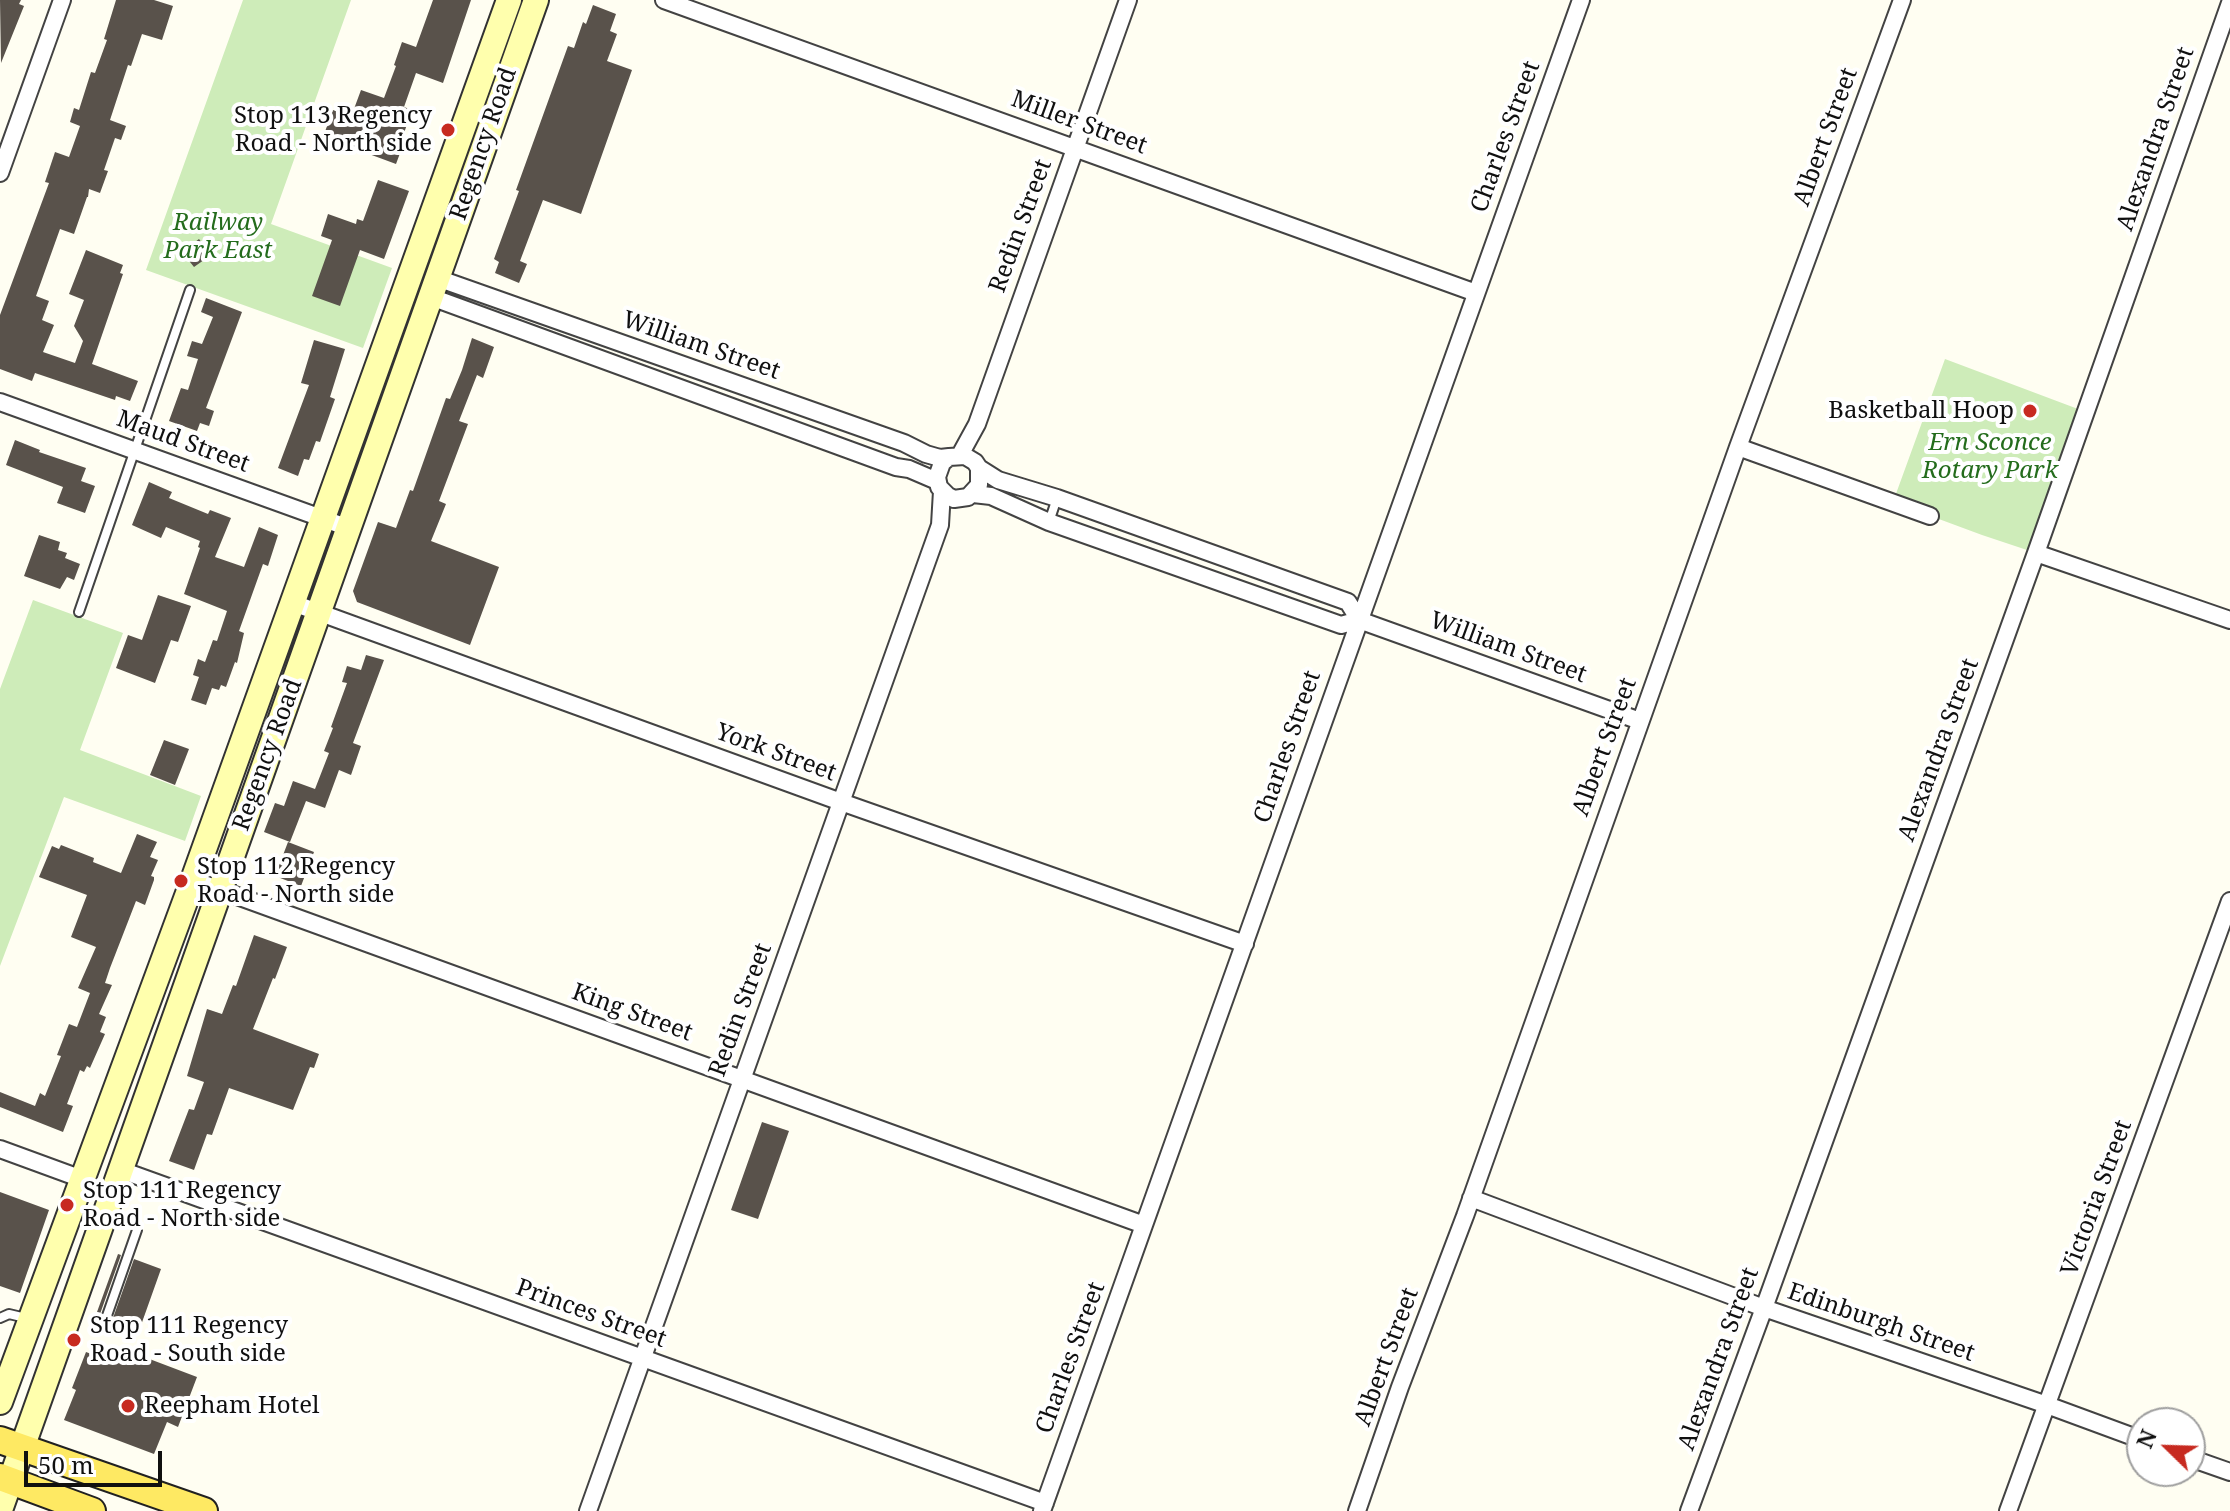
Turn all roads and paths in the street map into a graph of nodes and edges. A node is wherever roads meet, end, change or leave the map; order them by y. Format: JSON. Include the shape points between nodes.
{"nodes":[{"id":1,"x":62,"y":0,"type":"edge"},
{"id":2,"x":509,"y":0,"type":"edge"},
{"id":3,"x":536,"y":0,"type":"edge"},
{"id":4,"x":664,"y":0,"type":"edge"},
{"id":5,"x":1128,"y":0,"type":"edge"},
{"id":6,"x":1581,"y":0,"type":"edge"},
{"id":7,"x":1902,"y":0,"type":"edge"},
{"id":8,"x":2230,"y":3,"type":"edge"},
{"id":9,"x":1075,"y":147,"type":"junction"},
{"id":10,"x":0,"y":173,"type":"edge"},
{"id":11,"x":434,"y":288,"type":"junction"},
{"id":12,"x":190,"y":290,"type":"dead end"},
{"id":13,"x":475,"y":292,"type":"junction"},
{"id":14,"x":1476,"y":293,"type":"junction"},
{"id":15,"x":468,"y":311,"type":"junction"},
{"id":16,"x":543,"y":315,"type":"junction"},
{"id":17,"x":536,"y":335,"type":"junction"},
{"id":18,"x":0,"y":402,"type":"edge"},
{"id":19,"x":904,"y":443,"type":"junction"},
{"id":20,"x":1738,"y":447,"type":"junction"},
{"id":21,"x":135,"y":450,"type":"junction"},
{"id":22,"x":966,"y":460,"type":"junction"},
{"id":23,"x":896,"y":467,"type":"junction"},
{"id":24,"x":939,"y":486,"type":"junction"},
{"id":25,"x":967,"y":496,"type":"junction"},
{"id":26,"x":1057,"y":498,"type":"junction"},
{"id":27,"x":1930,"y":516,"type":"dead end"},
{"id":28,"x":323,"y":518,"type":"junction"},
{"id":29,"x":1049,"y":522,"type":"junction"},
{"id":30,"x":940,"y":525,"type":"junction"},
{"id":31,"x":349,"y":528,"type":"junction"},
{"id":32,"x":2036,"y":553,"type":"junction"},
{"id":33,"x":1291,"y":582,"type":"junction"},
{"id":34,"x":293,"y":603,"type":"junction"},
{"id":35,"x":1284,"y":605,"type":"junction"},
{"id":36,"x":319,"y":611,"type":"junction"},
{"id":37,"x":79,"y":612,"type":"dead end"},
{"id":38,"x":1359,"y":620,"type":"junction"},
{"id":39,"x":2230,"y":620,"type":"edge"},
{"id":40,"x":1640,"y":721,"type":"junction"},
{"id":41,"x":841,"y":802,"type":"junction"},
{"id":42,"x":193,"y":880,"type":"junction"},
{"id":43,"x":220,"y":890,"type":"junction"},
{"id":44,"x":2230,"y":901,"type":"edge"},
{"id":45,"x":1245,"y":944,"type":"junction"},
{"id":46,"x":742,"y":1079,"type":"junction"},
{"id":47,"x":0,"y":1149,"type":"edge"},
{"id":48,"x":121,"y":1170,"type":"junction"},
{"id":49,"x":82,"y":1179,"type":"junction"},
{"id":50,"x":1471,"y":1198,"type":"junction"},
{"id":51,"x":1144,"y":1225,"type":"junction"},
{"id":52,"x":137,"y":1230,"type":"dead end"},
{"id":53,"x":1764,"y":1308,"type":"junction"},
{"id":54,"x":0,"y":1318,"type":"edge"},
{"id":55,"x":31,"y":1320,"type":"junction"},
{"id":56,"x":103,"y":1327,"type":"dead end"},
{"id":57,"x":643,"y":1358,"type":"junction"},
{"id":58,"x":0,"y":1402,"type":"edge"},
{"id":59,"x":2047,"y":1405,"type":"junction"},
{"id":60,"x":2126,"y":1434,"type":"edge"},
{"id":61,"x":11,"y":1444,"type":"edge"},
{"id":62,"x":2206,"y":1464,"type":"edge"},
{"id":63,"x":2230,"y":1472,"type":"edge"},
{"id":64,"x":5,"y":1479,"type":"edge"},
{"id":65,"x":1044,"y":1507,"type":"edge"},
{"id":66,"x":0,"y":1510,"type":"edge"},
{"id":67,"x":86,"y":1510,"type":"edge"},
{"id":68,"x":199,"y":1510,"type":"edge"},
{"id":69,"x":588,"y":1511,"type":"edge"},
{"id":70,"x":1357,"y":1511,"type":"edge"},
{"id":71,"x":1689,"y":1511,"type":"edge"},
{"id":72,"x":2008,"y":1511,"type":"edge"}],
"edges":[{"from":1,"to":10,"type":"street"},
{"from":2,"to":28,"type":"main road","name":"Regency Road"},
{"from":3,"to":11,"type":"main road","name":"Regency Road"},
{"from":4,"to":9,"type":"street","name":"Miller Street"},
{"from":5,"to":9,"type":"street","name":"Redin Street"},
{"from":6,"to":14,"type":"street","name":"Charles Street"},
{"from":7,"to":20,"type":"street","name":"Albert Street"},
{"from":8,"to":32,"type":"street","name":"Alexandra Street"},
{"from":9,"to":14,"type":"street","name":"Miller Street"},
{"from":9,"to":22,"type":"street","name":"Redin Street"},
{"from":11,"to":13,"type":"street","name":"William Street"},
{"from":11,"to":15,"type":"street","name":"William Street"},
{"from":11,"to":31,"type":"main road","name":"Regency Road"},
{"from":12,"to":21,"type":"lane"},
{"from":13,"to":15,"type":"lane"},
{"from":13,"to":16,"type":"street","name":"William Street"},
{"from":14,"to":38,"type":"street","name":"Charles Street"},
{"from":15,"to":17,"type":"street","name":"William Street"},
{"from":16,"to":17,"type":"lane"},
{"from":16,"to":19,"type":"street","name":"William Street"},
{"from":17,"to":23,"type":"street","name":"William Street"},
{"from":18,"to":21,"type":"street","name":"Maud Street"},
{"from":19,"to":22,"type":"street","name":"William Street","via":[[940,458]]},
{"from":19,"to":23,"type":"lane"},
{"from":20,"to":27,"type":"street"},
{"from":20,"to":40,"type":"street","name":"Albert Street"},
{"from":21,"to":28,"type":"street","name":"Maud Street"},
{"from":21,"to":37,"type":"lane"},
{"from":22,"to":24,"type":"street","via":[[939,467]]},
{"from":22,"to":25,"type":"street","via":[[981,473],[979,485]]},
{"from":22,"to":26,"type":"street","name":"William Street","via":[[998,480]]},
{"from":23,"to":24,"type":"street","name":"William Street"},
{"from":24,"to":25,"type":"street","via":[[954,499]]},
{"from":24,"to":30,"type":"street","name":"Redin Street"},
{"from":25,"to":29,"type":"street","name":"William Street","via":[[991,496]]},
{"from":25,"to":30,"type":"street","name":"Redin Street"},
{"from":26,"to":29,"type":"lane"},
{"from":26,"to":33,"type":"street","name":"William Street"},
{"from":28,"to":31,"type":"street","name":"Maud Street"},
{"from":28,"to":34,"type":"main road","name":"Regency Road"},
{"from":29,"to":35,"type":"street","name":"William Street"},
{"from":30,"to":41,"type":"street","name":"Redin Street"},
{"from":31,"to":36,"type":"main road","name":"Regency Road"},
{"from":32,"to":39,"type":"street"},
{"from":32,"to":53,"type":"street","name":"Alexandra Street"},
{"from":33,"to":35,"type":"lane"},
{"from":33,"to":38,"type":"street","name":"William Street","via":[[1348,602]]},
{"from":34,"to":36,"type":"street","name":"York Street"},
{"from":34,"to":42,"type":"main road","name":"Regency Road"},
{"from":35,"to":38,"type":"street","name":"William Street","via":[[1341,625]]},
{"from":36,"to":41,"type":"street","name":"York Street"},
{"from":36,"to":43,"type":"main road","name":"Regency Road"},
{"from":38,"to":40,"type":"street","name":"William Street"},
{"from":38,"to":45,"type":"street","name":"Charles Street"},
{"from":40,"to":50,"type":"street","name":"Albert Street"},
{"from":41,"to":45,"type":"street","name":"York Street"},
{"from":41,"to":46,"type":"street","name":"Redin Street"},
{"from":42,"to":43,"type":"street","name":"King Street"},
{"from":42,"to":49,"type":"main road","name":"Regency Road"},
{"from":43,"to":46,"type":"street","name":"King Street"},
{"from":43,"to":48,"type":"main road","name":"Regency Road"},
{"from":44,"to":59,"type":"street","name":"Victoria Street"},
{"from":45,"to":51,"type":"street","name":"Charles Street"},
{"from":46,"to":51,"type":"street","name":"King Street"},
{"from":46,"to":57,"type":"street","name":"Redin Street"},
{"from":47,"to":49,"type":"street"},
{"from":48,"to":57,"type":"street","name":"Princes Street"},
{"from":48,"to":61,"type":"main road","name":"Regency Road"},
{"from":49,"to":55,"type":"main road","name":"Regency Road"},
{"from":50,"to":53,"type":"street","name":"Edinburgh Street"},
{"from":50,"to":70,"type":"street","name":"Albert Street"},
{"from":51,"to":65,"type":"street","name":"Charles Street"},
{"from":52,"to":56,"type":"lane"},
{"from":53,"to":59,"type":"street","name":"Edinburgh Street"},
{"from":53,"to":71,"type":"street","name":"Alexandra Street"},
{"from":54,"to":55,"type":"lane","via":[[9,1314]]},
{"from":55,"to":58,"type":"main road","name":"Regency Road"},
{"from":57,"to":65,"type":"street","name":"Princes Street"},
{"from":57,"to":69,"type":"street","name":"Redin Street"},
{"from":59,"to":60,"type":"street","name":"Edinburgh Street"},
{"from":59,"to":72,"type":"street","name":"Victoria Street"},
{"from":61,"to":64,"type":"main road","name":"Regency Road"},
{"from":61,"to":68,"type":"main road"},
{"from":62,"to":63,"type":"street"},
{"from":64,"to":66,"type":"main road","name":"Regency Road"},
{"from":64,"to":67,"type":"main road"}]}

- - - -

** WORK INSTRUCTIONS **
Please show every line of the entries above that contains the word "King".

** WRITTEN RESPONSE **
{"from":42,"to":43,"type":"street","name":"King Street"},
{"from":43,"to":46,"type":"street","name":"King Street"},
{"from":46,"to":51,"type":"street","name":"King Street"},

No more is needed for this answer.